The client has a tunneled Groshong catheter for intermittent medication administration. After administering the medication, the nurse prepares to do which of the following?
- Clamp the catheter after medication administration.
- Flush the catheter with heparin at scheduled times.
- Flush the catheter with saline after medication administration.
- Initiate a Valsalva maneuver when disconnecting medication tubing.
Explanation: Answer reason: The key principle is maintaining central line patency while preventing occlusion and infection using the device-specific protocol. Groshong catheters have a pressure-activated valve, so they are typically flushed with normal saline before/after intermittent medications to clear the lumen and reduce clot/medication residue. Routine heparin locking is generally not required with a Groshong because the valve design helps prevent blood reflux, making scheduled heparin an unnecessary risk (e.g., bleeding, medication error) unless agency policy specifically indicates otherwise. Clamping is not the primary post-med step for this valved catheter, and instructing a Valsalva maneuver is more relevant to catheter removal or preventing air embolism during certain line manipulations, not routine medication tubing disconnection with a closed system.

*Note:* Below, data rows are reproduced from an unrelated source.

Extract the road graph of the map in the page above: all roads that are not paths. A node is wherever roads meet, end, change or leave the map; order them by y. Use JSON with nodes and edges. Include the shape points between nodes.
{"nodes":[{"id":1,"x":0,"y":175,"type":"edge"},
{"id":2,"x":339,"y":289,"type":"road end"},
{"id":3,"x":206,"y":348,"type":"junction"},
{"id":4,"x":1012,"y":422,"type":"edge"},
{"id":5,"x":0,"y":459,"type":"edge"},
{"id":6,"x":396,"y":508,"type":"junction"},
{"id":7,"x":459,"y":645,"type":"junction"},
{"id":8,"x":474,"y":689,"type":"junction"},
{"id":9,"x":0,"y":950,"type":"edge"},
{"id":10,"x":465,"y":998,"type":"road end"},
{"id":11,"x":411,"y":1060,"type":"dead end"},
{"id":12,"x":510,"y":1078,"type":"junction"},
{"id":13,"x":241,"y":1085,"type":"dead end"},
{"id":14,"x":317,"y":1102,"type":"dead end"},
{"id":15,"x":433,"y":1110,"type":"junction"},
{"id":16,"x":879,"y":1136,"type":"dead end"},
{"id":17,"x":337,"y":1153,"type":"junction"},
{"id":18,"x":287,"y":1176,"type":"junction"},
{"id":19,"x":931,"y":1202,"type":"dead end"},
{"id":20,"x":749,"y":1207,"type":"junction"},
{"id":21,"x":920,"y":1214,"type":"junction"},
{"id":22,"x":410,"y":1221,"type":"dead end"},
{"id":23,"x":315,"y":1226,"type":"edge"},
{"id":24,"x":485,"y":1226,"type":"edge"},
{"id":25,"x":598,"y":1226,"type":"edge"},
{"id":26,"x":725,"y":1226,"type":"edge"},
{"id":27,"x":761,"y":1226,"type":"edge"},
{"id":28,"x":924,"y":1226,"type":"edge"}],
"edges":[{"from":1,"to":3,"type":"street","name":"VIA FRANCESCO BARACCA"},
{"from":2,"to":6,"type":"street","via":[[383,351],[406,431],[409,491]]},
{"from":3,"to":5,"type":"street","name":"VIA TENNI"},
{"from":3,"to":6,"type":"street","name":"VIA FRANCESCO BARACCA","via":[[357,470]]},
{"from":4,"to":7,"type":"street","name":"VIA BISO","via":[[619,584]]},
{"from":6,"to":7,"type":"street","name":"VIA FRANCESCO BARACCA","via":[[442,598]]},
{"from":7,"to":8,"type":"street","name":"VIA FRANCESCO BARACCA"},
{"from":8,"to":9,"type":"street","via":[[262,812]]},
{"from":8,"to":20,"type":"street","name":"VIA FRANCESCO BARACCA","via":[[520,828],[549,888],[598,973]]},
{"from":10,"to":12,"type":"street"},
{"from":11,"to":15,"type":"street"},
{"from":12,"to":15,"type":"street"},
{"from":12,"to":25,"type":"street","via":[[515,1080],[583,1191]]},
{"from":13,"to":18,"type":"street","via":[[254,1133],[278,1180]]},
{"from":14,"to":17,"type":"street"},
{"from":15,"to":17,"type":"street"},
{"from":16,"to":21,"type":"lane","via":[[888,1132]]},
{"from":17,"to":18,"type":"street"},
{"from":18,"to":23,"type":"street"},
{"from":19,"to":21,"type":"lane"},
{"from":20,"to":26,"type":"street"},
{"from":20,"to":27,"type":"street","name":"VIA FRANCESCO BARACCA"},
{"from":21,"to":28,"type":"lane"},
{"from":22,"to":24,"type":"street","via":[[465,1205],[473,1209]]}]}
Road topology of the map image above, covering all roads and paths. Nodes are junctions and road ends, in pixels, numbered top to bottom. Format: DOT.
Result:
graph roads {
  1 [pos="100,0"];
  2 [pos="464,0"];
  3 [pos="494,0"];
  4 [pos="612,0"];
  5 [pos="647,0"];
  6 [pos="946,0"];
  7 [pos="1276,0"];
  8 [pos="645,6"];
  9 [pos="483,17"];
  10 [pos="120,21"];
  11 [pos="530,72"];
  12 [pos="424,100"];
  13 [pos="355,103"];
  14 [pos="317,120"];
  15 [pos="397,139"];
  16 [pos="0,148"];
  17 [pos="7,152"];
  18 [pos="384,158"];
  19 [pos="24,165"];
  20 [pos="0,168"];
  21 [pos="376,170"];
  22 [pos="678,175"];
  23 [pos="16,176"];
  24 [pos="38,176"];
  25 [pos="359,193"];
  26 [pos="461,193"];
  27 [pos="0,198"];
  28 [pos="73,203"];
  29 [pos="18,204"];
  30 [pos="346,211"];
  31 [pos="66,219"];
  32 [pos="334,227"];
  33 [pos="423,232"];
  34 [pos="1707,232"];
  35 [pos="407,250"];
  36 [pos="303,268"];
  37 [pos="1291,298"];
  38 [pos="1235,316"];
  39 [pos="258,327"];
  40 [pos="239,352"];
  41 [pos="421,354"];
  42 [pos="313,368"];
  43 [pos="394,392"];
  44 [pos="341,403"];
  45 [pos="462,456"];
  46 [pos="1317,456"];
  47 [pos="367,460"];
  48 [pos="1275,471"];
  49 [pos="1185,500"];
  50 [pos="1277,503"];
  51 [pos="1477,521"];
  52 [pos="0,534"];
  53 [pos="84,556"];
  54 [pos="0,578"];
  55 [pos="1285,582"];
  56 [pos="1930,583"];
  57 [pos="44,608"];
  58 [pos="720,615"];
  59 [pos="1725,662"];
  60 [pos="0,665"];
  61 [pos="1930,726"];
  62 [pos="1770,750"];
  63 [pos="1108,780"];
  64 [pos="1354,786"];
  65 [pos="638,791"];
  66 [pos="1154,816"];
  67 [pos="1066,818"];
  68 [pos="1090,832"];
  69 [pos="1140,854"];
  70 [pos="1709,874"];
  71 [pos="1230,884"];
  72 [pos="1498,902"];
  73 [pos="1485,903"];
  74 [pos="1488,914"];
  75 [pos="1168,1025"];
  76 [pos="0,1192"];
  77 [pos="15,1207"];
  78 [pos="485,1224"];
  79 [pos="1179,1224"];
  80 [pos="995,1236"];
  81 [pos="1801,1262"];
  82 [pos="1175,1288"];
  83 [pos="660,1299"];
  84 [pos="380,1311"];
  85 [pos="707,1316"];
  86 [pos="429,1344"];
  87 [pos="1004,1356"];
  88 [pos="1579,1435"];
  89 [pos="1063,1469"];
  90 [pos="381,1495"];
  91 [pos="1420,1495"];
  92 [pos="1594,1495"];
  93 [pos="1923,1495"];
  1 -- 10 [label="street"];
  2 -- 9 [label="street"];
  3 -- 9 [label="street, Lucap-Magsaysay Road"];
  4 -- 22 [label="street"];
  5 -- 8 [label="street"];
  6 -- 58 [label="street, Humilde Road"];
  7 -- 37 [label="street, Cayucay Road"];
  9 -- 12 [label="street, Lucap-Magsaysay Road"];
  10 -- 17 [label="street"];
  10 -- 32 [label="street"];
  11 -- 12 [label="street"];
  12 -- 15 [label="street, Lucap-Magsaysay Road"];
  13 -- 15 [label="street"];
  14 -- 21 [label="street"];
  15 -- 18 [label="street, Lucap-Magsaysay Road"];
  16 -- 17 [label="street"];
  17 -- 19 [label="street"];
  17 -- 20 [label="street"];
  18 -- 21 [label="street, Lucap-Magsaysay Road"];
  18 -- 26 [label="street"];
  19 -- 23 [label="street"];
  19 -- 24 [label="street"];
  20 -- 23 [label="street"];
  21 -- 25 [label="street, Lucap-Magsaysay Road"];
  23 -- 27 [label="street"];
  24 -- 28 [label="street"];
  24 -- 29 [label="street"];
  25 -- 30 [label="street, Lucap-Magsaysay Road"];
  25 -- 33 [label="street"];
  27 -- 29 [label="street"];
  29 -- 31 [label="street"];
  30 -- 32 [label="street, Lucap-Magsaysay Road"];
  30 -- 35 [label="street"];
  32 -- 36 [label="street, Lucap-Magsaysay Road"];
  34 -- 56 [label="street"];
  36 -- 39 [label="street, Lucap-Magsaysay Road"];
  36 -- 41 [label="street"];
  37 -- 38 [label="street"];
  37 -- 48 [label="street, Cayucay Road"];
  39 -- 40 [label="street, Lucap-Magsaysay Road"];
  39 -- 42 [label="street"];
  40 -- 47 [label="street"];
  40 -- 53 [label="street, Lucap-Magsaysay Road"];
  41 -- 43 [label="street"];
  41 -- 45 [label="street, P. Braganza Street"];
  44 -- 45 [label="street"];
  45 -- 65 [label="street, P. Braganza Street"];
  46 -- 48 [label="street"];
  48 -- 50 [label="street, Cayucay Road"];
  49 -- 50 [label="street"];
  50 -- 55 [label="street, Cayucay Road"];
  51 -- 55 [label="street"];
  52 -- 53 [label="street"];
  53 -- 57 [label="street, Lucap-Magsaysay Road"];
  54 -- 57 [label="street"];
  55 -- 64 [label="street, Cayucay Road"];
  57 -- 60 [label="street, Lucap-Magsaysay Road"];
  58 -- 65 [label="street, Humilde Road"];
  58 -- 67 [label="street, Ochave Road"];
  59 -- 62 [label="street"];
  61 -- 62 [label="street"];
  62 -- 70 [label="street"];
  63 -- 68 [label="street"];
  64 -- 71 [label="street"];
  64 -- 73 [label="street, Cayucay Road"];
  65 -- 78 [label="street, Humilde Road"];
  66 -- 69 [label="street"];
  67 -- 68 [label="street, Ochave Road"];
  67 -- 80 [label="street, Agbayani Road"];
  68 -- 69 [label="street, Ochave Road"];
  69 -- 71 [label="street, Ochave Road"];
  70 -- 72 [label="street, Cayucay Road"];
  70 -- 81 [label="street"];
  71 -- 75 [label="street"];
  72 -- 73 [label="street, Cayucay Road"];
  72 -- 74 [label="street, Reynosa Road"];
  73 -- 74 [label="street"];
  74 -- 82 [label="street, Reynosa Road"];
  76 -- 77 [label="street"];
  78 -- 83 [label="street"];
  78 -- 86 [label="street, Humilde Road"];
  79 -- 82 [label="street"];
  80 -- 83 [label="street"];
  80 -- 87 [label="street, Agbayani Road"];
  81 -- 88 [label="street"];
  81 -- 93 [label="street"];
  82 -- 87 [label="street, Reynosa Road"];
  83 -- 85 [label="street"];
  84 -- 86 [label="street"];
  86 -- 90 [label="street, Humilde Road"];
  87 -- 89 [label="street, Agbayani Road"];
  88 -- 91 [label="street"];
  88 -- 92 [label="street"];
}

The client has a percutaneous jugular central venous line that is capped and used for intermittent infusions. After administering the medication, the best method to maintain patency is to do which of the following?
- Flush the line first with 3–5 mL of normal saline, then with 1–3 mL of heparinized normal saline.
- Flush the line with 3–5 mL of normal saline.
- Flush the line with 3–5 mL of heparinized normal saline.
- Flush the line first with 3–5 mL of heparin, then with 1–3 mL of normal saline.
Explanation: Answer reason: Patency of a capped intermittent central venous catheter is best maintained by clearing medication from the lumen first, then locking the catheter to prevent clot formation during the dwell time. Normal saline flushes residual drug from the catheter and reduces incompatibility/precipitation risk before any locking solution is instilled. A heparinized saline lock after the saline flush helps reduce intraluminal thrombus and occlusion between intermittent uses. Using only saline may be insufficient for some intermittent central lines depending on facility policy, and instilling heparin before clearing the medication increases the risk of drug–heparin incompatibility within the lumen.